Tout cela n’est clairement compréhensible que par la suite de l’histoire en et par Jésus-Christ, qui est déjà présent au moment de cette naissance des êtres et des choses.
c. Les généalogies←↰⤒🔗
Parmi les épisodes des onze premiers chapitres se trouvent plusieurs listes généalogiques; l’une d’entre elles est celle de Caïn (Gn 4.17-24); l’autre celle de Seth (Gn 4.25-26 et 5.1-31). Des noms semblables apparaissent dans les deux listes : par exemple Hénoc, dont le nom hébreu évoque l’idée d’initiation et de consécration. Il est, avec Élie, le seul homme de la Bible dont il est dit qu’il ne mourut pas. Aussi occupe-t-il une place importante dans la littérature apocalyptique juive.
La postérité des fils de Noé contient en elle tous les peuples de la terre (Gn 10) : Japhet et ses fils, les peuples de l’Asie Mineure et de la Méditerranée; Cham et ses fils, les peuples du sud : Éthiopiens, Égyptiens, etc.; Sem et ses fils, le Proche-Orient : Perse, Chaldée et les tribus d’où est issu Israël. Ces différentes nations de la terre mêleront par moments leur histoire à celle du peuple élu. Elles seront aussi, par quelques individus, témoins de la révélation. Citons Balaam, Rahab, la reine de Saba, Cyrus, le centenier romain du Vendredi saint, l’officier éthiopien, l’officier Corneille…
d. Les générations←↰⤒🔗
La succession de ces nombreuses générations, à travers la lignée de Sem et d’Abraham (Gn 11.10-26), aboutira à Jésus-Christ.

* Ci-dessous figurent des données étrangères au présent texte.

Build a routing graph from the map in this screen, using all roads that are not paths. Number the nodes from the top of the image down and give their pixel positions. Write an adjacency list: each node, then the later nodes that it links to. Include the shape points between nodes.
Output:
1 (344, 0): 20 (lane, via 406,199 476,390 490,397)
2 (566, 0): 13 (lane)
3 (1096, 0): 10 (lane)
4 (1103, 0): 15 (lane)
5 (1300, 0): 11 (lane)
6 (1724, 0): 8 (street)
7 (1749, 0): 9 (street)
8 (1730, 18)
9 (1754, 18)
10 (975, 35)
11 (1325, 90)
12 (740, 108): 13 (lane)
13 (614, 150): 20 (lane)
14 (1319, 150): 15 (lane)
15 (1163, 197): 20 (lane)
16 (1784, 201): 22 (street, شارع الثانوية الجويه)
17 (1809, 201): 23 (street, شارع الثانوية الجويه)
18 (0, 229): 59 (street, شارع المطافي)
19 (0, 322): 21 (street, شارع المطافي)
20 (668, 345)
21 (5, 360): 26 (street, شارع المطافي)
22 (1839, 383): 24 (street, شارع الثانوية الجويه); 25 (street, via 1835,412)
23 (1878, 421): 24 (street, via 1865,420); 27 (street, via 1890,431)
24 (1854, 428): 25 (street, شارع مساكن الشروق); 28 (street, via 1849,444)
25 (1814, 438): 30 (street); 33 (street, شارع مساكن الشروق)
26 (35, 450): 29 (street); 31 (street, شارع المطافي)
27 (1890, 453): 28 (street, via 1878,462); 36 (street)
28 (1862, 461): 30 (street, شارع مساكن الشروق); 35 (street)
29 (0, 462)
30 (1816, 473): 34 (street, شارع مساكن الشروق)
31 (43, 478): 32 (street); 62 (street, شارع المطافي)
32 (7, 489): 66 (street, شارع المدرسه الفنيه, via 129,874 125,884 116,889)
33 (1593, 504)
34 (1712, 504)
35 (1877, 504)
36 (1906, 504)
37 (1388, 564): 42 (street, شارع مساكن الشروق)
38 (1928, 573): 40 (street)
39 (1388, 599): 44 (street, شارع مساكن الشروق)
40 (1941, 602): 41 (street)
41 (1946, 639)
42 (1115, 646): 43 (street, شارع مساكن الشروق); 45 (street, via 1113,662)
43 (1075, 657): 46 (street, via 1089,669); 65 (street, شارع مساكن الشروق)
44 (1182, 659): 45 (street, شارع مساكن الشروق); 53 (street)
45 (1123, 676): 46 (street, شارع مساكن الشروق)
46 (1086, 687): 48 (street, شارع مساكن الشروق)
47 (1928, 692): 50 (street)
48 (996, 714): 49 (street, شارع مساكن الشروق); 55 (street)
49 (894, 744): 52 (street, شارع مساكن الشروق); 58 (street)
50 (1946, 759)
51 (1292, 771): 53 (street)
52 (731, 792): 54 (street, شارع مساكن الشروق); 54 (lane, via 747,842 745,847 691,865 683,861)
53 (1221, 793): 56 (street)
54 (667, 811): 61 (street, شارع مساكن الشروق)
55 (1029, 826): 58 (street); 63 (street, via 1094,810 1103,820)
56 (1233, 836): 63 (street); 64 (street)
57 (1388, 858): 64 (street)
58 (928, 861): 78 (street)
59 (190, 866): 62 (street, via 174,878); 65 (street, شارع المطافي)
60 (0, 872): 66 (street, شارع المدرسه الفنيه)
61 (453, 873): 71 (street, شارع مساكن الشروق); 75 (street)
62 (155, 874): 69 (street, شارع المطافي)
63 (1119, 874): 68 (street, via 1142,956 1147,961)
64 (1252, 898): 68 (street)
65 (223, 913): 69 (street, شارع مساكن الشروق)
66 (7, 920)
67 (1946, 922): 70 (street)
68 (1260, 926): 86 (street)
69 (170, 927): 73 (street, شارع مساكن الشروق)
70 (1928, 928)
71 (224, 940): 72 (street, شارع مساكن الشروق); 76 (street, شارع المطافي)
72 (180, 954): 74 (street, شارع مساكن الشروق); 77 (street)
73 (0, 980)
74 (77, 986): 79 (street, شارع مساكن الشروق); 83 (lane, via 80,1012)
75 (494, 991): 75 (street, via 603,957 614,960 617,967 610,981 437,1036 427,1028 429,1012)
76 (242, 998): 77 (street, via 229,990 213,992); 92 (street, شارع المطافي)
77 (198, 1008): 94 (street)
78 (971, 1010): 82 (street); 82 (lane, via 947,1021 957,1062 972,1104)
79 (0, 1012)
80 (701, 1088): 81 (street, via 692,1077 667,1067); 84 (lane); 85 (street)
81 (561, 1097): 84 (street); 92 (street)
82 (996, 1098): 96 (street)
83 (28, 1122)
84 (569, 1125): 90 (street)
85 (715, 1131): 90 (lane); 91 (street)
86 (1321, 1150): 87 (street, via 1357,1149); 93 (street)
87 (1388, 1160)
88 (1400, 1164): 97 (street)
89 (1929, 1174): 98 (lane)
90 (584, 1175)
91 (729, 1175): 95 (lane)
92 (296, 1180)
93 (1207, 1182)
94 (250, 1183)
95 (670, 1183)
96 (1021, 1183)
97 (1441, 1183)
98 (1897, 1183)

Luc exprime aussi cette réalité dans le chapitre 3 de son Évangile et nous montre ainsi la continuité du dessein de Dieu qui s’accomplit dans le déroulement de l’histoire, en mettant son empreinte sur la pâte humaine.
Elles nous enseignent aussi que l’homme ne peut jamais être considéré comme un individu isolé, « né d’inconnus et mort célibataire », selon la boutade de Taine. Il doit toujours être considéré par rapport à sa famille, son milieu, son terroir. Tout cela, il le porte en lui. Cela fait partie de sa personne. La coutume sémite de nommer les gens par le nom de leur père (« fils de… ») est le reflet d’une vérité que la Bible met en lumière. Le judaïsme et le paganisme ont accordé une importance excessive à la filiation charnelle, à la race et au sang, mais ceux qui exaltent l’autonomie de l’individu commettent une erreur tout aussi grande. Les tenants et les aboutissants de chaque homme ne sont pas indifférents pour la Bible.
e. La chronologie←↰⤒🔗
Les onze premiers chapitres de la Genèse fournissent plusieurs indications chronologiques. D’après le chapitre 5, il se serait écoulé, de la création au déluge, 1656 années; le total des années vécues par les dix premiers hommes, d’Adam à Noé.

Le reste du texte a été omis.